Segment Start: Dataset

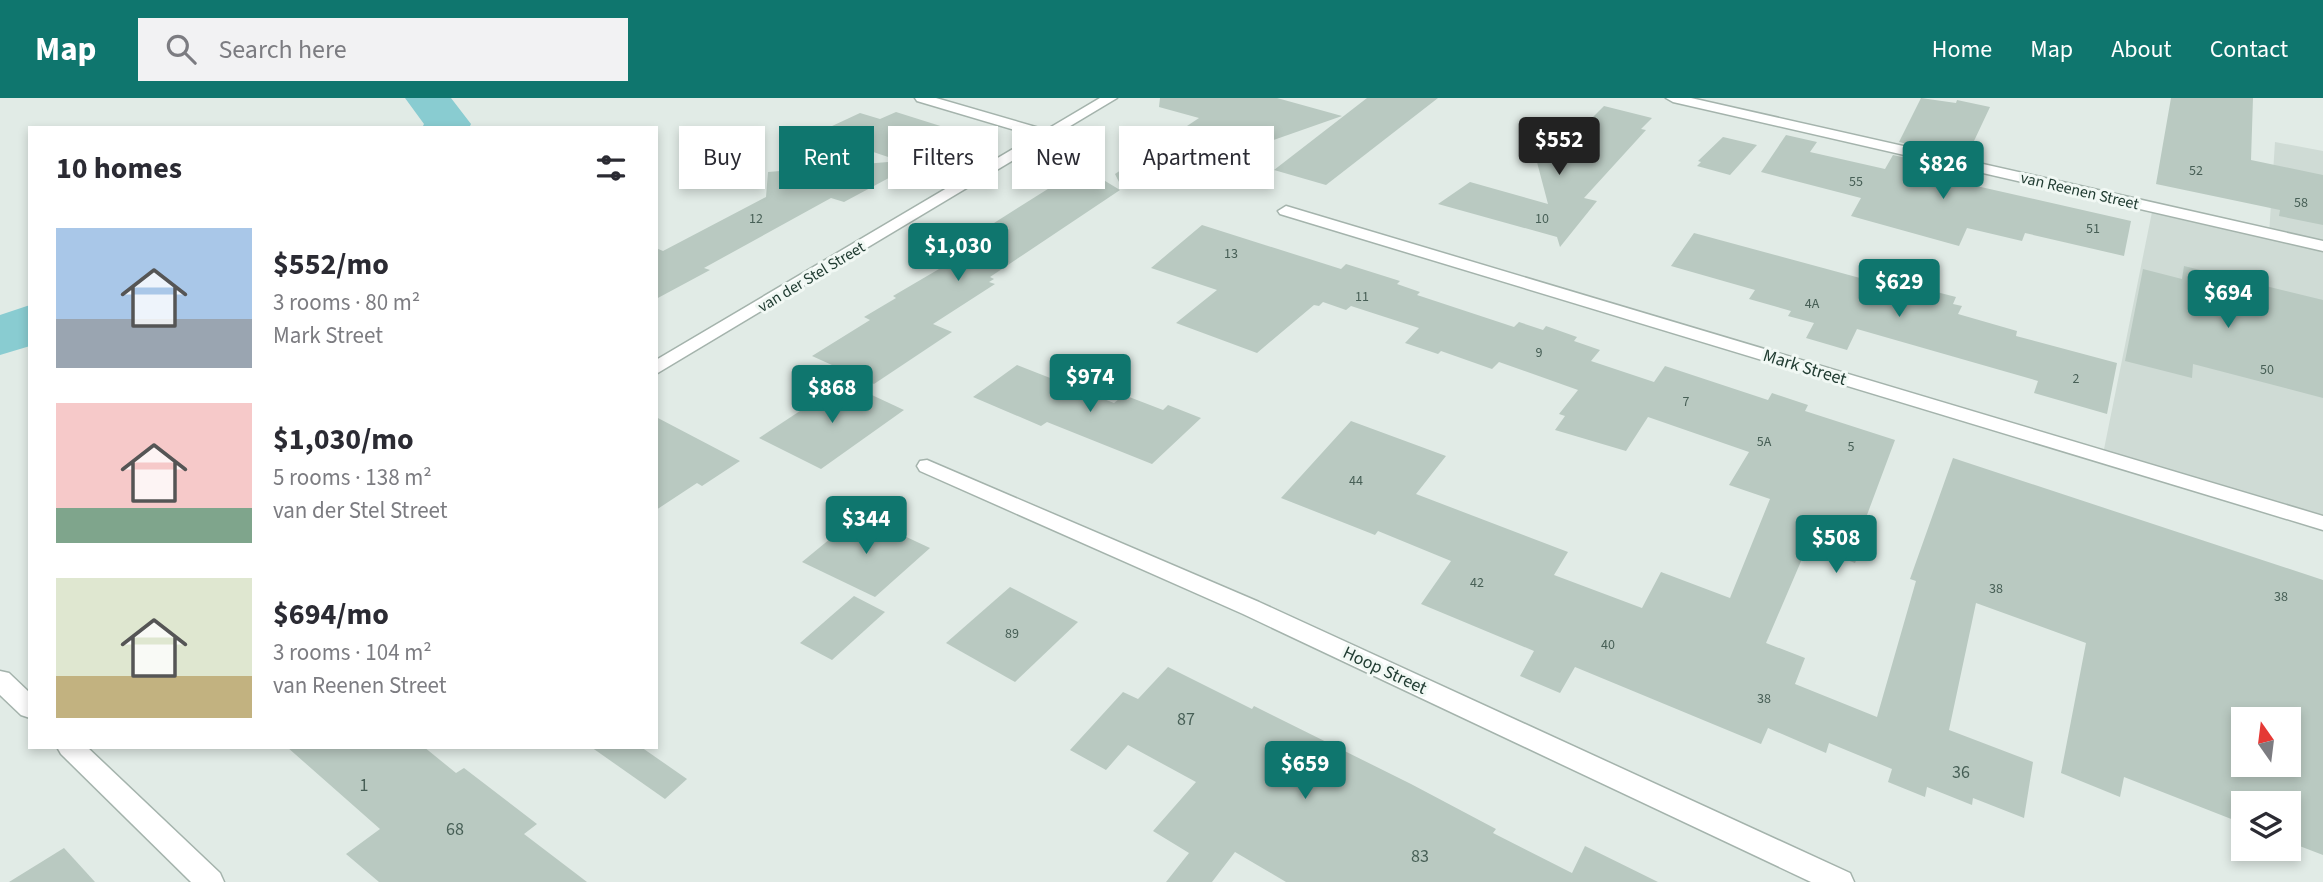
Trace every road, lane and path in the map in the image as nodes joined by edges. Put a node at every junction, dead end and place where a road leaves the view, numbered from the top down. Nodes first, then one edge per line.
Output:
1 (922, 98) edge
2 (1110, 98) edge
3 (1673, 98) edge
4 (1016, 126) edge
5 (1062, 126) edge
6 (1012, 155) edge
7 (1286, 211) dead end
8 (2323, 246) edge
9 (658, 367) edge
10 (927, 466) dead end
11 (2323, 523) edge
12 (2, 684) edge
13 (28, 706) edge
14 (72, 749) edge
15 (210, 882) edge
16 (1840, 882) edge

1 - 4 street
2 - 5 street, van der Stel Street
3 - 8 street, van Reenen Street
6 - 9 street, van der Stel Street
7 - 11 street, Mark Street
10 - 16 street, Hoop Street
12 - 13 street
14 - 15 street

Segment End: Dataset

◆ **Problem statement**:
All of the data gets printed again exactly; the pictures do not.

◆ **The answer**:
Trace every road, lane and path in the map in the image as nodes joined by edges. Put a node at every junction, dead end and place where a road leaves the view, numbered from the top down. Nodes first, then one edge per line.
Output:
1 (922, 98) edge
2 (1110, 98) edge
3 (1673, 98) edge
4 (1016, 126) edge
5 (1062, 126) edge
6 (1012, 155) edge
7 (1286, 211) dead end
8 (2323, 246) edge
9 (658, 367) edge
10 (927, 466) dead end
11 (2323, 523) edge
12 (2, 684) edge
13 (28, 706) edge
14 (72, 749) edge
15 (210, 882) edge
16 (1840, 882) edge

1 - 4 street
2 - 5 street, van der Stel Street
3 - 8 street, van Reenen Street
6 - 9 street, van der Stel Street
7 - 11 street, Mark Street
10 - 16 street, Hoop Street
12 - 13 street
14 - 15 street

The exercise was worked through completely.